Q: How long does the surgery take Dr. Scott Miller to perform?
A: Although many variables can affect the time necessary for Dr. Scott Miller to meticulously perform the surgery, he usually completes the procedure in two hours. However, the time away from family members also includes preparation (30-40 minutes), anesthetic reversal (15-20 minutes), and recovery room stay (2 or more hours). Dr. Scott Miller asks patients to arrive two hours prior to this process, during which time family members can remain present. Occasional updates are given to the family by the operating room nurse. Dr. Scott Miller will come to the waiting area when the patient is ready for transfer to the recovery room.

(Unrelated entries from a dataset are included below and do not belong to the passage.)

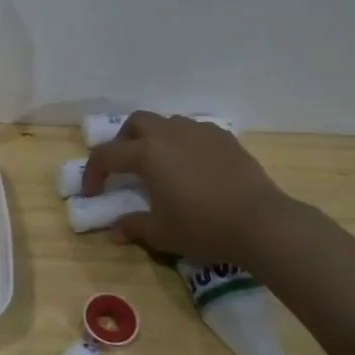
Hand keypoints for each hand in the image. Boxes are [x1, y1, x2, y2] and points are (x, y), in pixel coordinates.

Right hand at [81, 111, 291, 260]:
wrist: (261, 222)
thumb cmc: (202, 226)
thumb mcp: (160, 232)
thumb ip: (133, 226)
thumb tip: (113, 232)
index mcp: (146, 154)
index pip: (106, 156)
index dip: (93, 173)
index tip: (93, 193)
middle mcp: (169, 134)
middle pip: (136, 123)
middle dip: (123, 141)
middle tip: (125, 166)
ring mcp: (199, 132)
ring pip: (167, 123)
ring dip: (155, 138)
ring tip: (160, 164)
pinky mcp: (225, 139)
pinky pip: (195, 132)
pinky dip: (184, 143)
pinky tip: (192, 166)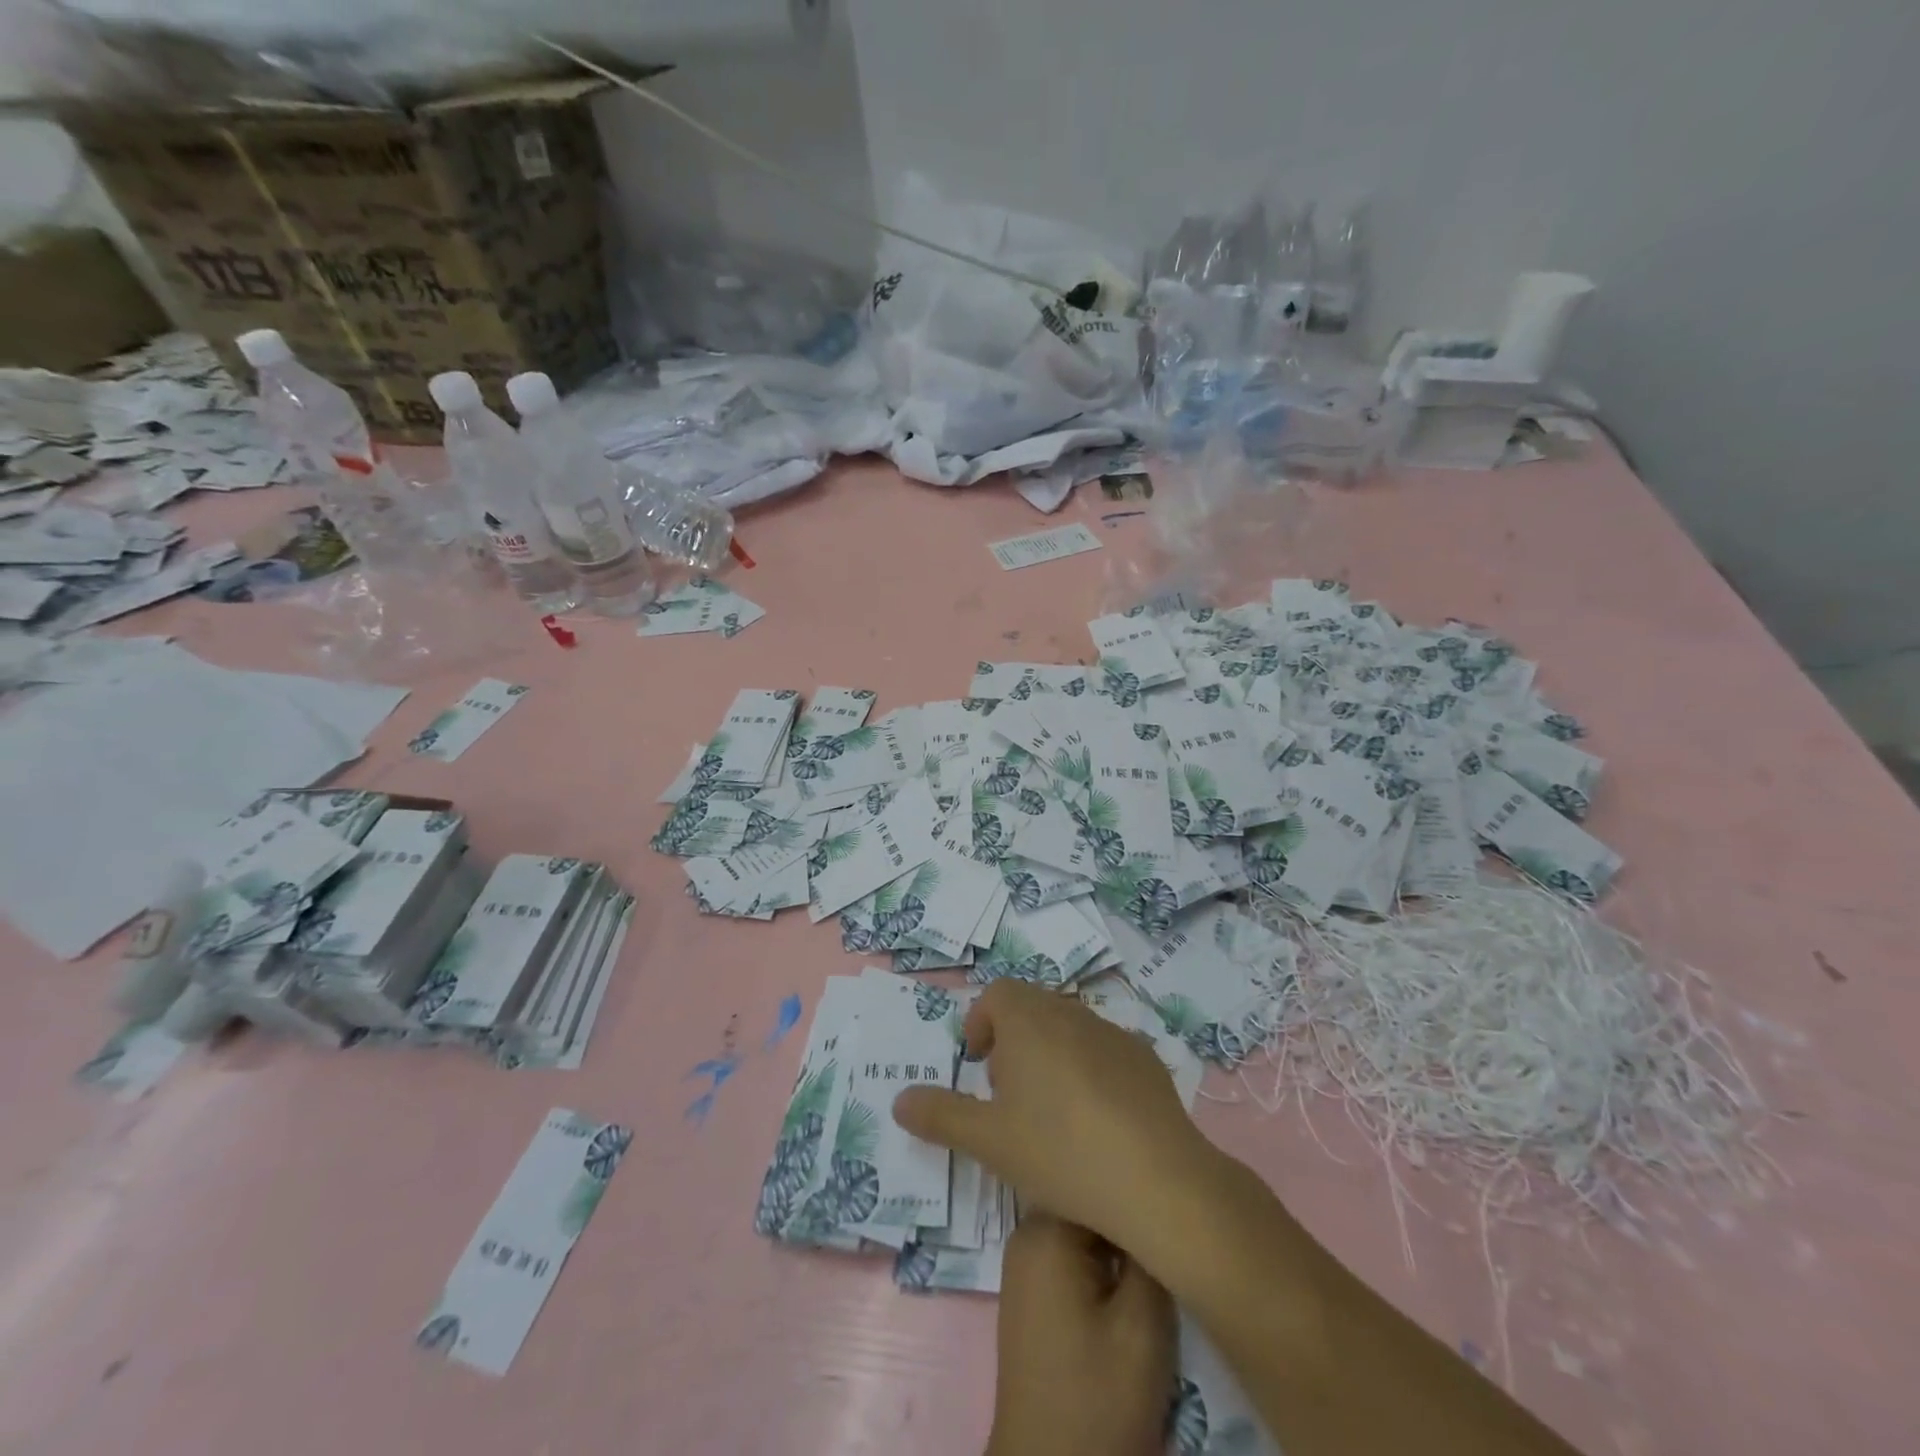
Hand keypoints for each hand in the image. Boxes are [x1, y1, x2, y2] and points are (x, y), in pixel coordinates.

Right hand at [892, 980, 1216, 1256]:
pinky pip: (1104, 1050)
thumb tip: (900, 1100)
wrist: (1157, 1179)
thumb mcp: (988, 1141)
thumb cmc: (1060, 1151)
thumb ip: (940, 1115)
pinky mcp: (1145, 1058)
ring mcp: (1114, 1033)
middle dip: (1012, 1040)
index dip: (980, 1021)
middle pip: (1032, 1008)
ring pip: (1069, 1028)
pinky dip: (1088, 1069)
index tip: (977, 1063)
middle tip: (1006, 1092)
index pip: (997, 994)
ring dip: (1050, 1053)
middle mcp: (1071, 1013)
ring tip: (1049, 1110)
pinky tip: (1095, 1121)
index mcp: (1029, 1021)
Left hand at [986, 1212, 1175, 1455]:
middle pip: (1089, 1202)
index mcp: (1046, 1227)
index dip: (1137, 1188)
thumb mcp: (1143, 1325)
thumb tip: (1156, 1204)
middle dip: (1128, 1217)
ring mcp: (1027, 1262)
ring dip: (1118, 1242)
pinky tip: (1130, 1282)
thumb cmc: (1098, 1398)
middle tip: (1170, 1230)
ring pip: (1084, 1229)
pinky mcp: (1034, 1292)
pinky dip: (1102, 1263)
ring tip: (1157, 1251)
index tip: (1172, 1200)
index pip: (1098, 1178)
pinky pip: (1073, 1255)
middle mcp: (1028, 1232)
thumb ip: (1150, 1255)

Q: How long do I stay in the hospital following surgery?
A: Most patients are ready for discharge on the day following surgery.
Q: Should I donate blood prior to my procedure?
A: Since the risk of needing a blood transfusion is less than 1%, blood donation is not necessary.
Q: When can I shower or bathe following my surgery?
A: Since shower-resistant glue was used as a substitute for both stitches and bandages, showering is acceptable once discharged from the hospital. Although water will not harm the surgical areas, mechanical cleansing of the incisions should be avoided for the first week to prevent premature removal of the glue. Complete immersion such as bathing or swimming is allowed at two weeks.
Q: Does kidney size influence whether I am a candidate for laparoscopic simple nephrectomy?
A: Even very large kidneys can be removed laparoscopically.